Segment Start: Information provided

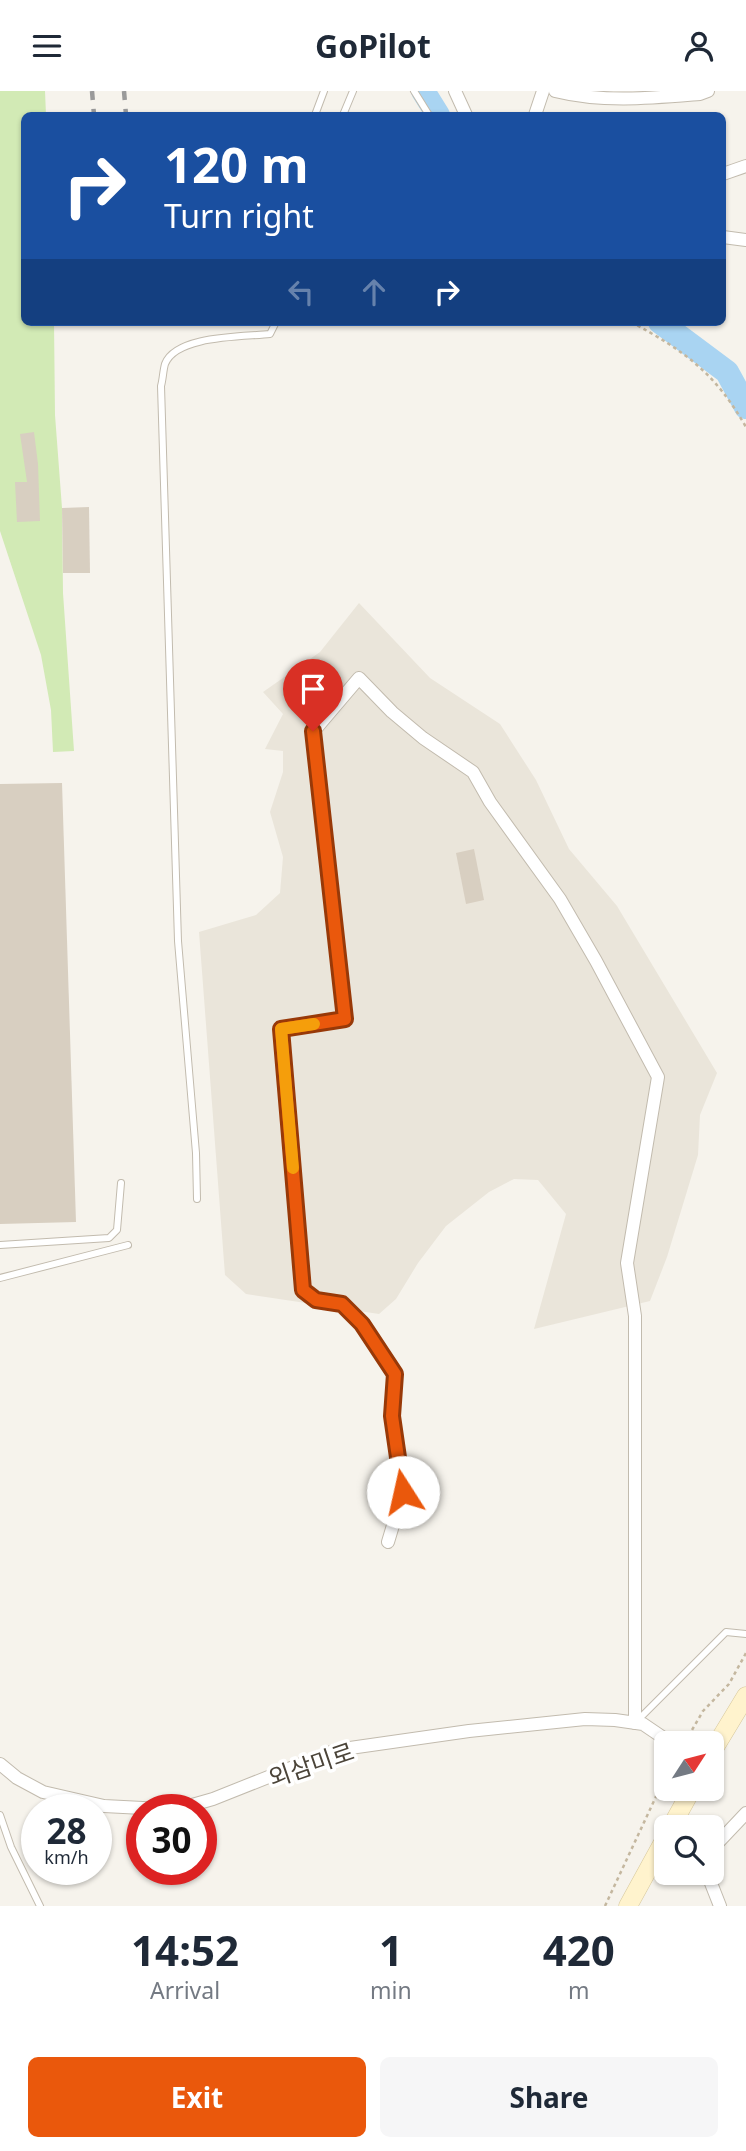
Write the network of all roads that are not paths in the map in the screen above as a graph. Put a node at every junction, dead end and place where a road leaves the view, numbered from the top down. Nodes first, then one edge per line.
1 (324, 91) edge
2 (354, 91) edge
3 (414, 91) edge
4 (455, 91) edge
5 (543, 91) edge
6 (555, 91) edge
7 (708, 91) edge
8 (315, 112) edge
9 (344, 112) edge
10 (427, 112) edge
11 (465, 112) edge
12 (536, 112) edge
13 (746, 166) edge
14 (726, 173) edge
15 (726, 237) edge
16 (746, 240) edge
17 (274, 326) edge
18 (121, 1183) dead end
19 (197, 1199) dead end
20 (0, 1245) edge
21 (128, 1245) dead end
22 (0, 1279) edge
23 (388, 1542) dead end
24 (746, 1634) edge
25 (746, 1696) edge
26 (635, 1723) junction
27 (654, 1731) edge
28 (724, 1732) edge
29 (0, 1763) edge
30 (746, 1814) edge
31 (0, 1815) edge
32 (724, 1837) edge
33 (654, 1859) edge
34 (712, 1885) edge
35 (40, 1906) edge
36 (628, 1906) edge
37 (720, 1906) edge

1 - 8 lane
2 - 9 lane
3 - 10 lane
4 - 11 street
5 - 12 street
6 - 7 street
13 - 14 street
15 - 16 street
17 - 19 lane
18 - 20 lane
21 - 22 lane
23 - 26 street
24 - 26 lane
25 - 28 street
26 - 27 street, 외삼미로
26 - 29 street, 외삼미로
30 - 32 street
31 - 35 lane
33 - 36 street
34 - 37 street

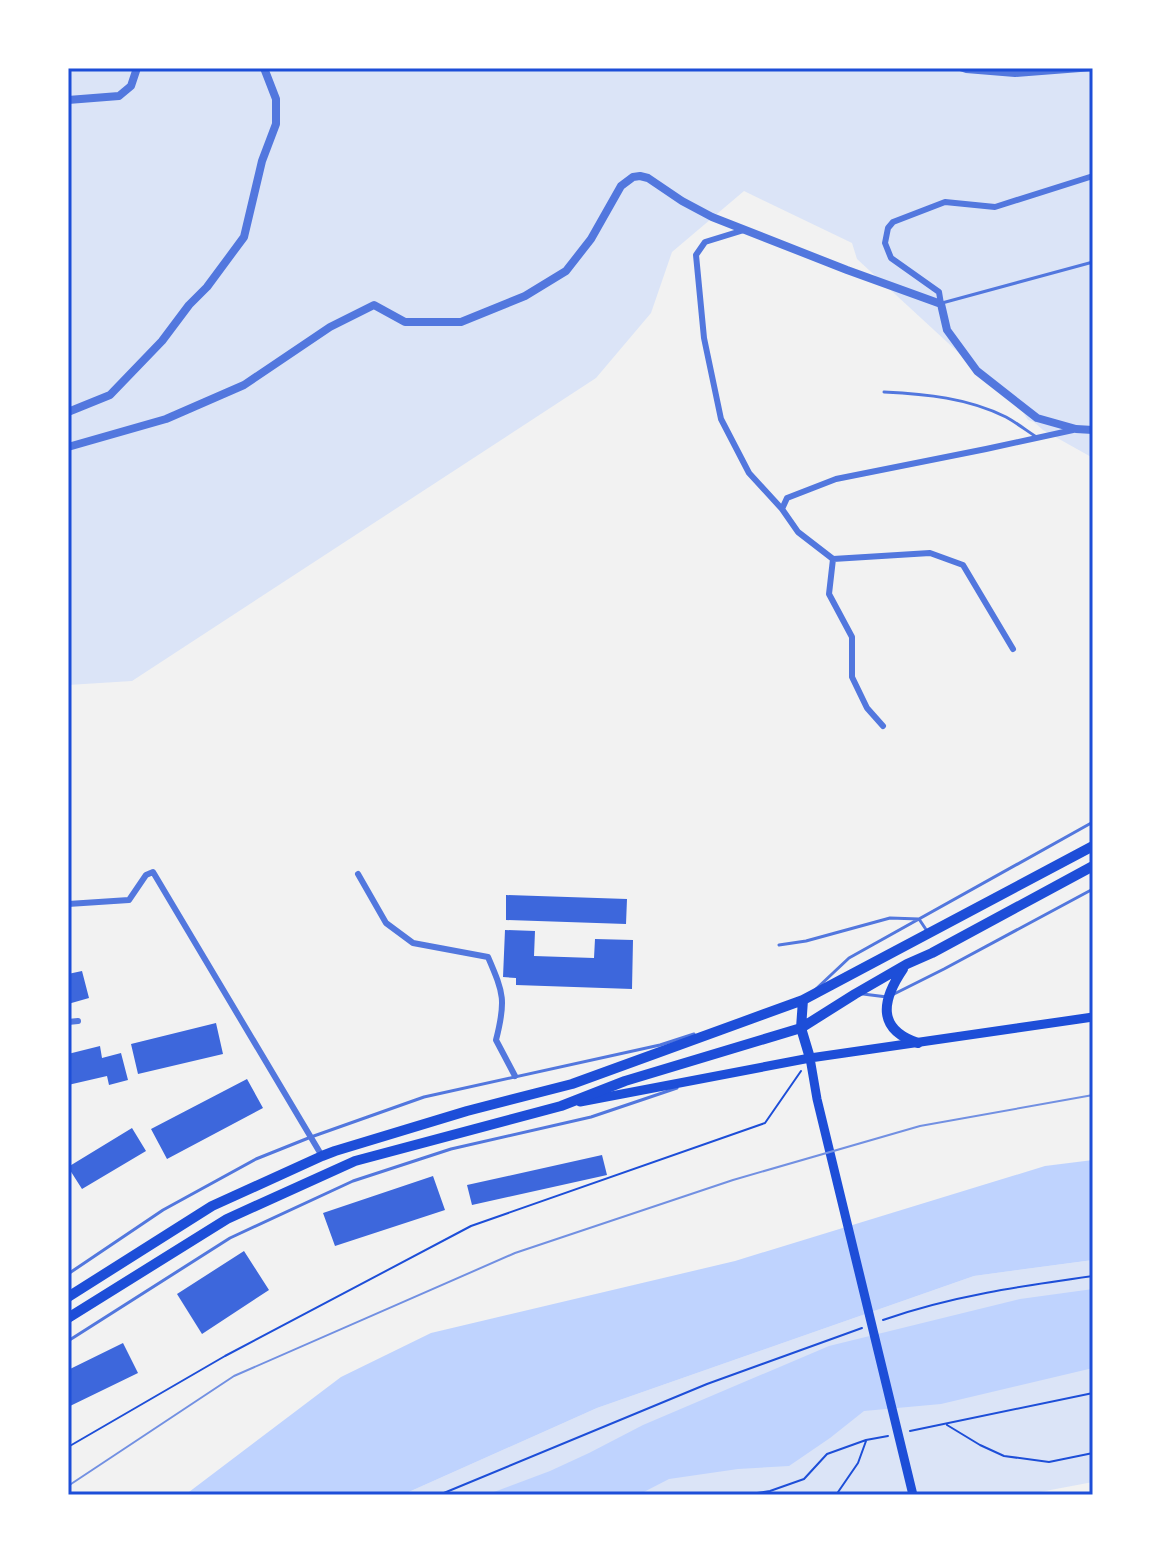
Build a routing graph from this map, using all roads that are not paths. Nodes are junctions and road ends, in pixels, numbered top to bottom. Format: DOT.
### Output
graph roads {
  1 [pos="137,68"];
  2 [pos="264,68"];
  3 [pos="960,68"];
  4 [pos="1093,68"];
  5 [pos="68,100"];
  6 [pos="1093,176"];
  7 [pos="745,230"];
  8 [pos="1093,262"];
  9 [pos="941,304"];
  10 [pos="884,392"];
  11 [pos="68,412"];
  12 [pos="1076,429"];
  13 [pos="1093,430"];
  14 [pos="1038,438"];
  15 [pos="68,447"];
  16 [pos="782,509"];
  17 [pos="833,559"];
  18 [pos="1013,649"];
  19 [pos="883,726"];
  20 [pos="1093,822"];
  21 [pos="1093,846"];
  22 [pos="1093,866"];
  23 [pos="358,874"];
  24 [pos="1093,889"];
  25 [pos="68,904"];
  26 [pos="919,919"];
  27 [pos="929,934"];
  28 [pos="779,945"];
  29 [pos="907,964"];
  30 [pos="855,994"];
  31 [pos="887,997"];
  32 [pos="803,1000"];
  33 [pos="1093,1017"];
  34 [pos="78,1021"];
  35 [pos="68,1022"];
  36 [pos="801,1028"];
  37 [pos="918,1043"];
  38 [pos="810,1058"];
  39 [pos="716,1075"];
  40 [pos="515,1076"];
  41 [pos="561,1106"];
  42 [pos="311,1137"];
  43 [pos="322,1156"];
  44 [pos="68,1274"];
  45 [pos="68,1297"];
  46 [pos="68,1318"];
  47 [pos="68,1341"];
  48 [pos="913,1495"];
  1 -- 5 [label="street"];
  2 -- 11 [label="street"];
  3 -- 4 [label="street"];
  6 -- 9 [label="street"];
  7 -- 9 [label="street"];
  7 -- 15 [label="street"];
  7 -- 16 [label="street"];
  8 -- 9 [label="lane"];
  9 -- 12 [label="street"];
  10 -- 14 [label="lane"];
  12 -- 13 [label="street"];
  12 -- 14 [label="street"];
  14 -- 16 [label="street"];
  16 -- 17 [label="street"];
  17 -- 18 [label="street"];
  17 -- 19 [label="street"];
  20 -- 26 [label="lane"];
  21 -- 27 [label="main road"];
  22 -- 29 [label="main road"];
  23 -- 40 [label="street"];
  24 -- 31 [label="lane"];
  25 -- 42 [label="street"];
  26 -- 27 [label="lane"];
  26 -- 28 [label="lane"];
  26 -- 32 [label="lane"];
  27 -- 32 [label="main road"];
  29 -- 30 [label="main road"];
  29 -- 31 [label="main road"];
  30 -- 31 [label="lane"];
  30 -- 36 [label="main road"];
  31 -- 37 [label="main road"];
  32 -- 36 [label="main road"];
  32 -- 40 [label="lane"];
  32 -- 43 [label="main road"];
  33 -- 37 [label="main road"];
  34 -- 35 [label="street"];
  36 -- 38 [label="main road"];
  36 -- 41 [label="main road"];
  37 -- 38 [label="main road"];
  38 -- 39 [label="main road"];
  38 -- 48 [label="main road"];
  39 -- 41 [label="main road"];
  39 -- 47 [label="lane"];
  40 -- 42 [label="lane"];
  41 -- 46 [label="main road"];
  42 -- 43 [label="street"];
  42 -- 44 [label="lane"];
  43 -- 45 [label="main road"];
}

Segment End: Information provided

Return only the lines running from the start of the entries above to the line that contains "Build a routing", inclusive, and omit every picture.

Exercise result:
Write the network of all roads that are not paths in the map in the screen above as a graph. Put a node at every junction, dead end and place where a road leaves the view, numbered from the top down. Nodes first, then one edge per line.
1 (324, 91) edge
2 (354, 91) edge
3 (414, 91) edge
4 (455, 91) edge
5 (543, 91) edge
6 (555, 91) edge
7 (708, 91) edge
8 (315, 112) edge
9 (344, 112) edge
10 (427, 112) edge
11 (465, 112) edge
12 (536, 112) edge
13 (746, 166) edge
14 (726, 173) edge
15 (726, 237) edge
16 (746, 240) edge
17 (274, 326) edge
18 (121, 1183) dead end
19 (197, 1199) dead end
20 (0, 1245) edge
21 (128, 1245) dead end
22 (0, 1279) edge
23 (388, 1542) dead end
24 (746, 1634) edge
25 (746, 1696) edge
26 (635, 1723) junction
27 (654, 1731) edge
28 (724, 1732) edge
29 (0, 1763) edge
30 (746, 1814) edge
31 (0, 1815) edge
32 (724, 1837) edge
33 (654, 1859) edge
34 (712, 1885) edge
35 (40, 1906) edge
36 (628, 1906) edge
37 (720, 1906) edge

1 - 8 lane
2 - 9 lane
3 - 10 lane
4 - 11 street
5 - 12 street
6 - 7 street
13 - 14 street
15 - 16 street
17 - 19 lane
18 - 20 lane
21 - 22 lane
23 - 26 street
24 - 26 lane
25 - 28 street
26 - 27 street, 외삼미로
26 - 29 street, 외삼미로
30 - 32 street
31 - 35 lane
33 - 36 street
34 - 37 street

Build a routing graph from this map, using all roads that are not paths. Nodes are junctions and road ends, in pixels, numbered top to bottom. Format: DOT.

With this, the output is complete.